Ahmad revels in his loner status, putting his faith a notch above all of the “infidels” and even other American Muslims. He “feels his pride of isolation and willed identity to be threatened by the masses of ordinary, hard-pressed men and plain, practical women who are enrolled in Islam as a lazy matter of ethnic identity.“

Indeed this one statement yields volumes about the warning signs we all must be aware of in snuffing out sparks of homegrown terrorism. Levy is the only person in Ahmed’s small circle who finds his loner status and his scornful disassociation with the larger New Prospect American Muslim community alarming. Whereas before 9/11, school violence and disaffected teenage gunmen (like killers at Columbine) preoccupied the nation, the terrorist attacks in 2001 turned the country’s attention to the possible spread of extremist Islam among American Muslims.

And by revealing Ahmad’s persona, Updike makes the important point that parents, counselors, friends, and teachers must be especially attune to teen behaviors. Although Ahmad is a well-drawn character, I do wish Updike spent more time developing the early years of his relationship with Rashid. Why did Ahmed continue to attend Rashid’s lessons when the other young boys who started with him all eventually drop out? How did Rashid capitalize on Ahmad’s identity crisis?

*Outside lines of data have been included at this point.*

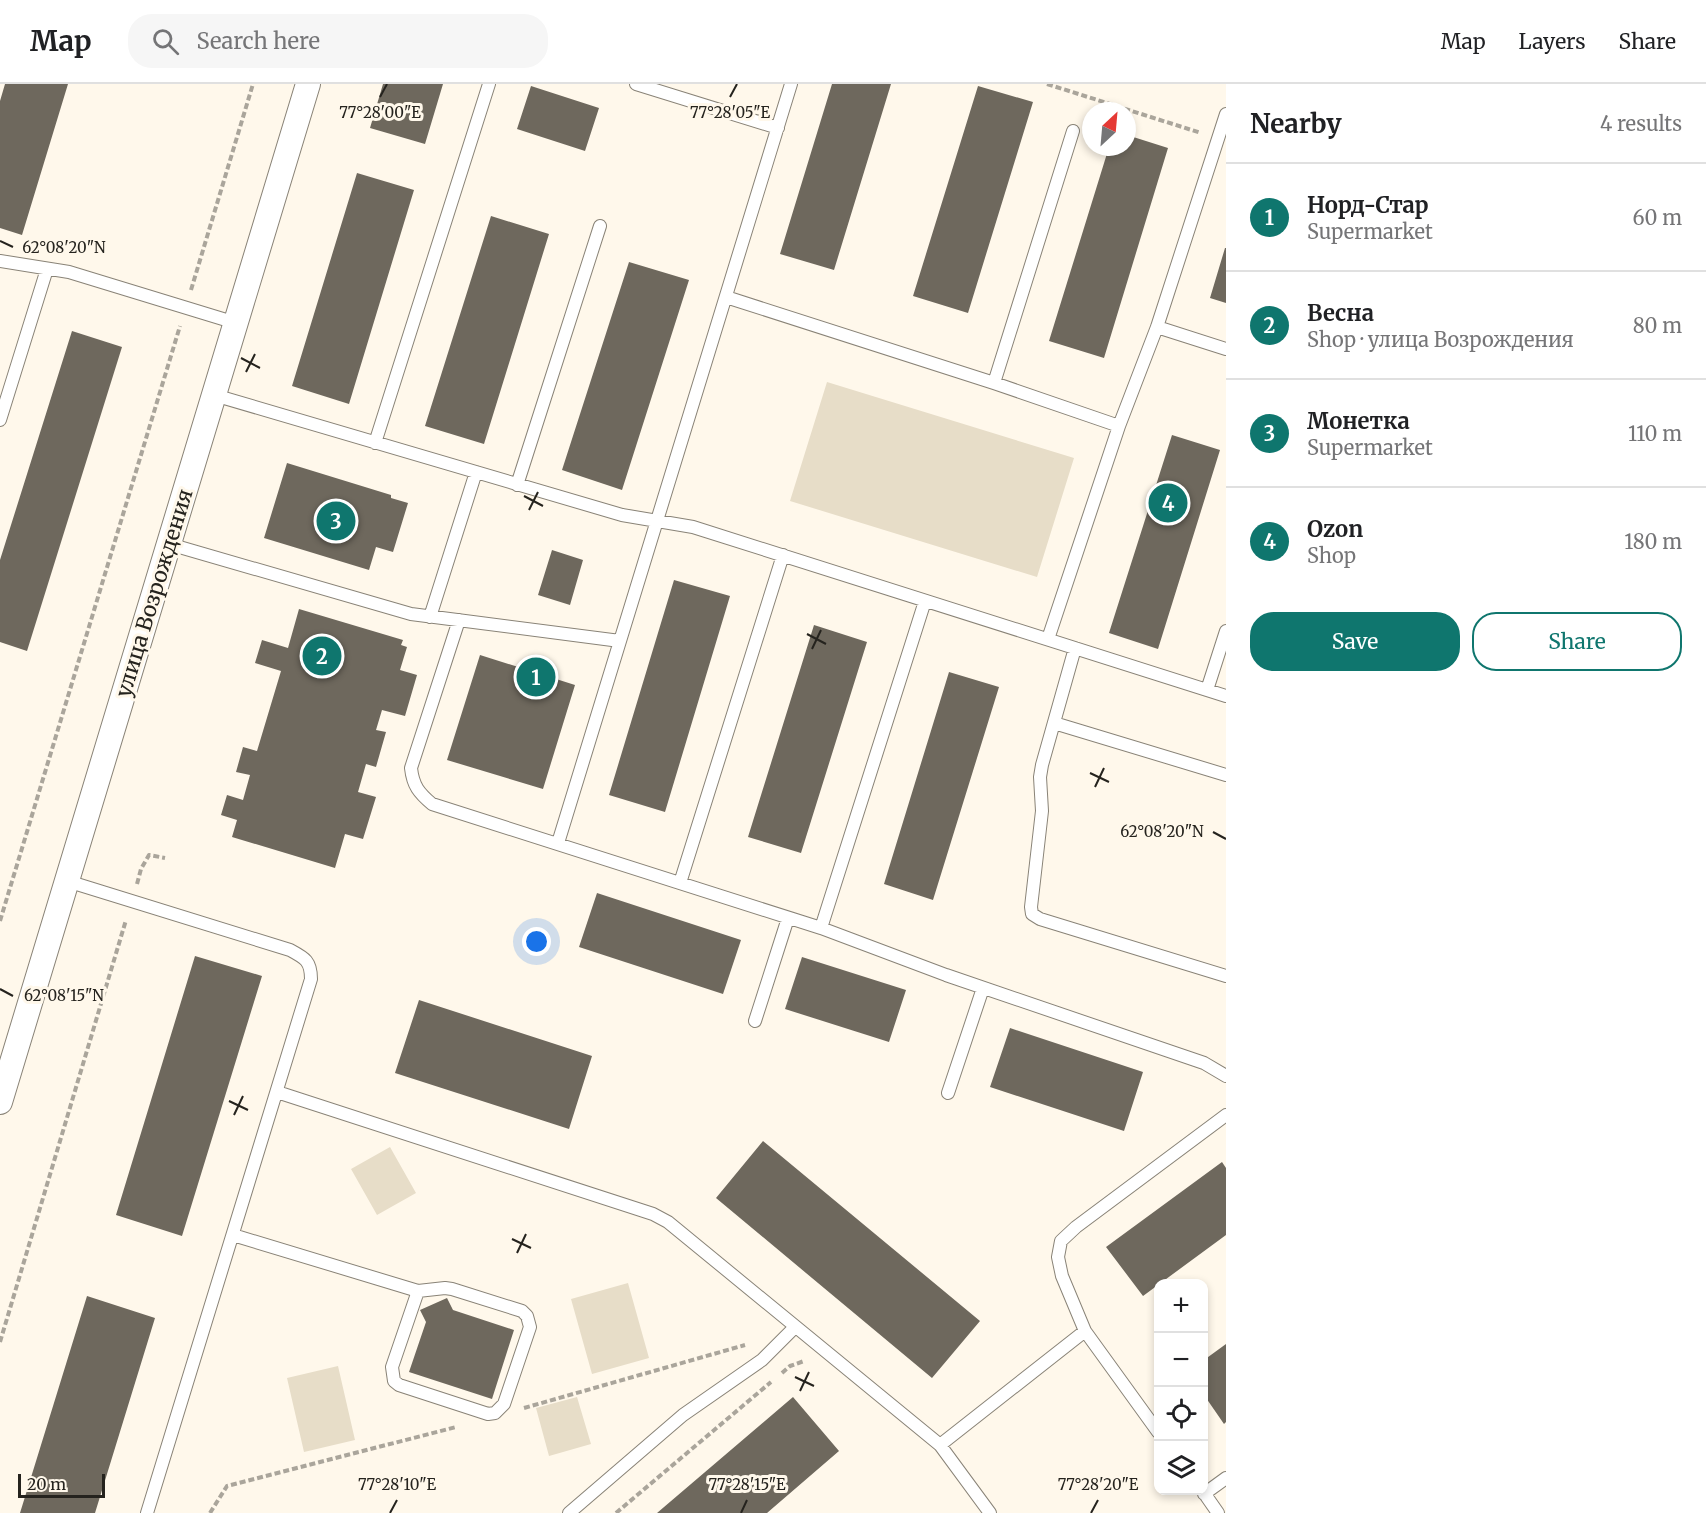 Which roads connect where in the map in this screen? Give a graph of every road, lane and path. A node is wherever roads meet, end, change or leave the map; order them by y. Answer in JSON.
{"nodes":[{"id":1,"x":253,"y":84,"type":"edge"},
{"id":2,"x":309,"y":84,"type":"edge"},
{"id":3,"x":489,"y":84,"type":"edge"},
{"id":4,"x":636,"y":84,"type":"edge"},
{"id":5,"x":791,"y":84,"type":"edge"},
{"id":6,"x":1047,"y":84,"type":"edge"},
{"id":7,"x":1226,"y":114,"type":"edge"},
{"id":8,"x":778,"y":128,"type":"junction"},
{"id":9,"x":1073,"y":131,"type":"dead end"},
{"id":10,"x":1218,"y":139,"type":"junction"},
{"id":11,"x":600,"y":226,"type":"dead end"},
{"id":12,"x":0,"y":261,"type":"edge"},
{"id":13,"x":47,"y":270,"type":"junction"},
{"id":14,"x":726,"y":297,"type":"junction"},
{"id":15,"x":185,"y":308,"type":"junction"},
{"id":16,"x":236,"y":323,"type":"junction"},
{"id":17,"x":1157,"y":327,"type":"junction"},
{"id":18,"x":1226,"y":349,"type":"edge"},
{"id":19,"x":994,"y":383,"type":"junction"},
{"id":20,"x":214,"y":395,"type":"junction"},
{"id":21,"x":0,"y":420,"type":"edge"},
{"id":22,"x":1119,"y":426,"type":"junction"},
{"id":23,"x":375,"y":443,"type":"junction"},
{"id":24,"x":476,"y":472,"type":"junction"},
{"id":25,"x":517,"y":485,"type":"junction"},
{"id":26,"x":657,"y":521,"type":"junction"},
{"id":27,"x":169,"y":544,"type":"junction"},
{"id":28,"x":783,"y":555,"type":"junction"},
{"id":29,"x":925,"y":601,"type":"junction"},
{"id":30,"x":430,"y":617,"type":"junction"},
{"id":31,"x":459,"y":620,"type":"junction"},
{"id":32,"x":1226,"y":631,"type":"edge"},
{"id":33,"x":1048,"y":639,"type":"junction"},
{"id":34,"x":620,"y":641,"type":"junction"},
{"id":35,"x":1075,"y":648,"type":"junction"},
{"id":36,"x":1207,"y":690,"type":"junction"},
{"id":37,"x":1226,"y":696,"type":"edge"},
{"id":38,"x":1054,"y":723,"type":"junction"},
{"id":39,"x":1226,"y":775,"type":"edge"},
{"id":40,"x":558,"y":843,"type":"junction"},
{"id":41,"x":165,"y":858,"type":"dead end"},
{"id":42,"x":67,"y":881,"type":"junction"},
{"id":43,"x":680,"y":883,"type":"junction"},
{"id":44,"x":132,"y":901,"type":"junction"},
{"id":45,"x":788,"y":918,"type":"junction"},
{"id":46,"x":0,"y":921,"type":"edge"},
{"id":47,"x":821,"y":928,"type":"junction"},
{"id":48,"x":1226,"y":976,"type":"edge"},
{"id":49,"x":983,"y":987,"type":"junction"},
{"id":50,"x":754,"y":1021,"type":"dead end"},
{"id":51,"x":1226,"y":1076,"type":"edge"},
{"id":52,"x":277,"y":1092,"type":"junction"},
{"id":53,"x":948,"y":1093,"type":"dead end"},
{"id":54,"x":0,"y":1102,"type":"edge"},
{"id":55,"x":1226,"y":1115,"type":"edge"},
{"id":56,"x":233,"y":1235,"type":"junction"},
{"id":57,"x":418,"y":1291,"type":"junction"},
{"id":58,"x":795,"y":1327,"type":"junction"},
{"id":59,"x":1085,"y":1332,"type":"junction"},
{"id":60,"x":0,"y":1342,"type":"edge"},
{"id":61,"x":813,"y":1362,"type":"dead end"},
{"id":62,"x":781,"y":1374,"type":"dead end"},
{"id":63,"x":772,"y":1382,"type":"dead end"},
{"id":64,"x":1154,"y":1427,"type":"edge"},
{"id":65,"x":939,"y":1445,"type":"junction"},
{"id":66,"x":1226,"y":1478,"type":"edge"},
{"id":67,"x":1208,"y":1489,"type":"edge"},
{"id":68,"x":1205,"y":1495,"type":"edge"},
{"id":69,"x":147,"y":1513,"type":"edge"},
{"id":70,"x":569,"y":1513,"type":"edge"},
{"id":71,"x":616,"y":1513,"type":"edge"},
{"id":72,"x":990,"y":1513,"type":"edge"},
{"id":73,"x":1218,"y":1513,"type":"edge"}],
"edges":[{"from":1,"to":15,"type":"path"},
{"from":2,"to":16,"type":"street","name":"улица Возрождения"},
{"from":3,"to":23,"type":"lane"},
{"from":4,"to":8,"type":"lane"},
{"from":5,"to":8,"type":"lane"},
{"from":6,"to":10,"type":"path"},
{"from":7,"to":10,"type":"lane"},
{"from":8,"to":14,"type":"lane"},
{"from":9,"to":19,"type":"lane"},
{"from":10,"to":17,"type":"lane"},
{"from":11,"to":25,"type":"lane"},
{"from":12,"to":13,"type":"lane"},
{"from":13,"to":15,"type":"lane"},
{"from":13,"to":21,"type":"lane"},
{"from":14,"to":19,"type":"lane"},
{"from":14,"to":26,"type":"lane"},
{"from":15,"to":16,"type":"lane"},
{"from":15,"to":46,"type":"path"},
{"from":16,"to":20,"type":"street","name":"улица Возрождения"},
{"from":17,"to":18,"type":"lane"},
{"from":17,"to":22,"type":"lane"},
{"from":19,"to":22,"type":"lane"},
{"from":20,"to":23,"type":"lane"},
{"from":20,"to":27,"type":"street","name":"улица Возрождения"},
{"from":22,"to":33,"type":"lane"},
{"from":23,"to":24,"type":"lane"},
{"from":24,"to":25,"type":"lane"},
{"from":24,"to":30,"type":"lane"},
{"from":25,"to":26,"type":"lane"},
{"from":26,"to":28,"type":"lane"},
{"from":26,"to":34,"type":"lane"},
{"from":27,"to":30,"type":"lane"},
{"from":27,"to":42,"type":"street","name":"улица Возрождения"},
{"from":28,"to":29,"type":"lane"},
{"from":28,"to":43,"type":"lane"},
{"from":29,"to":33,"type":"lane"},
{"from":29,"to":47,"type":"lane"},
{"from":30,"to":31,"type":"lane"},
{"from":31,"to":34,"type":"lane"},
{"from":31,"to":40,"type":"lane"},
{"from":32,"to":36,"type":"lane"},
{"from":33,"to":35,"type":"lane"},
{"from":34,"to":40,"type":"lane"},
{"from":35,"to":36,"type":"lane"},
{"from":35,"to":38,"type":"lane"},
{"from":36,"to":37,"type":"lane"},
{"from":38,"to":39,"type":"lane"},
{"from":38,"to":48,"type":"lane"},
{"from":40,"to":43,"type":"lane"},
{"from":41,"to":44,"type":"path"},
{"from":42,"to":44,"type":"lane"},
{"from":42,"to":54,"type":"street","name":"улица Возрождения"},
{"from":43,"to":45,"type":"lane"},
{"from":44,"to":52,"type":"lane"},
{"from":44,"to":60,"type":"path"},
{"from":45,"to":47,"type":"lane"},
{"from":45,"to":50,"type":"lane"},
{"from":47,"to":49,"type":"lane"},
{"from":49,"to":51,"type":"lane"},
{"from":49,"to":53,"type":"lane"},
{"from":52,"to":56,"type":"lane"},
{"from":52,"to":58,"type":"lane"},
{"from":55,"to":59,"type":"lane"},
{"from":56,"to":57,"type":"lane"},
{"from":56,"to":69,"type":"lane"},
{"from":57,"to":57,"type":"lane"},
{"from":58,"to":65,"type":"lane"},
{"from":58,"to":70,"type":"lane"},
{"from":59,"to":64,"type":"lane"},
{"from":59,"to":65,"type":"lane"},
{"from":61,"to":62,"type":"path"},
{"from":63,"to":71,"type":"path"},
{"from":65,"to":72,"type":"lane"},
{"from":66,"to":67,"type":"lane"},
{"from":68,"to":73,"type":"lane"}]}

But the story relentlessly weaves along picking up threads from all aspects of the terrorism theme. Even the Secretary of Homeland Security has his say as he struggles with creating some sort of safety measures for a country with too many unraveled edges. A particularly vivid description of airport security cleverly explains the holes in the system:

“… a pair of nail scissors or knitting needles—while these are being spotted and confiscated, four-inch knives pass as shoe shanks seen on edge, and a petite pistol of mostly hard plastics sneaks through taped into a pewter porringer supposedly being transported, if its dark orb is challenged, as a present for a baby being baptized tomorrow in Des Moines.”

The fundamental problem with trying to preempt terrorism strikes, the Secretary explains to his assistant, is that among other things, “there’s something weird about the language—it makes [Arabs] feeble-minded, somehow. Their Internet chatter--Heaven will split asunder beneath the Western river. The light shall be admitted. --What the f—k kind of sense does that make?”

Certainly it is difficult to understand the Qur’an, even for masses of Muslims worldwide. To best interpret the Qur’an requires knowledge of when and under what circumstances different verses were revealed to the Prophet Muhammad. Updike alludes to this when he has Rashid differentiate between Meccan (early passages revealed to the Prophet Muhammad in Mecca) and Medinan (later passages revealed to the Prophet in Medina) verses. If he had spent more time on this, then readers would have received a valuable lesson on the dangerous ways the Qur’an can be misinterpreted by those with a radical viewpoint.

But “Terrorist” is a work of fiction, and not a book of Islamic scholarship. And with that in mind, Updike masterfully handles all aspects of the story, from the manipulation of Ahmad to the unlikely love triangle of Jack, Teresa, and Beth. Along the way Updike shows his depth by becoming a minor expert of the Qur’an. His transliteration of various Qur’anic passages is on the mark, and he aptly shows how radical interpretations of different verses can create a close-minded Islamic viewpoint.

Indeed, “Terrorist” cuts to the heart of American fears of homegrown terrorists. What is being preached in American mosques? What hidden agendas do some imams have? What draws some American Muslim kids toward extremism? Are some American mosques just franchises for Middle East terrorist cells? These questions have frightening answers in “Terrorist.”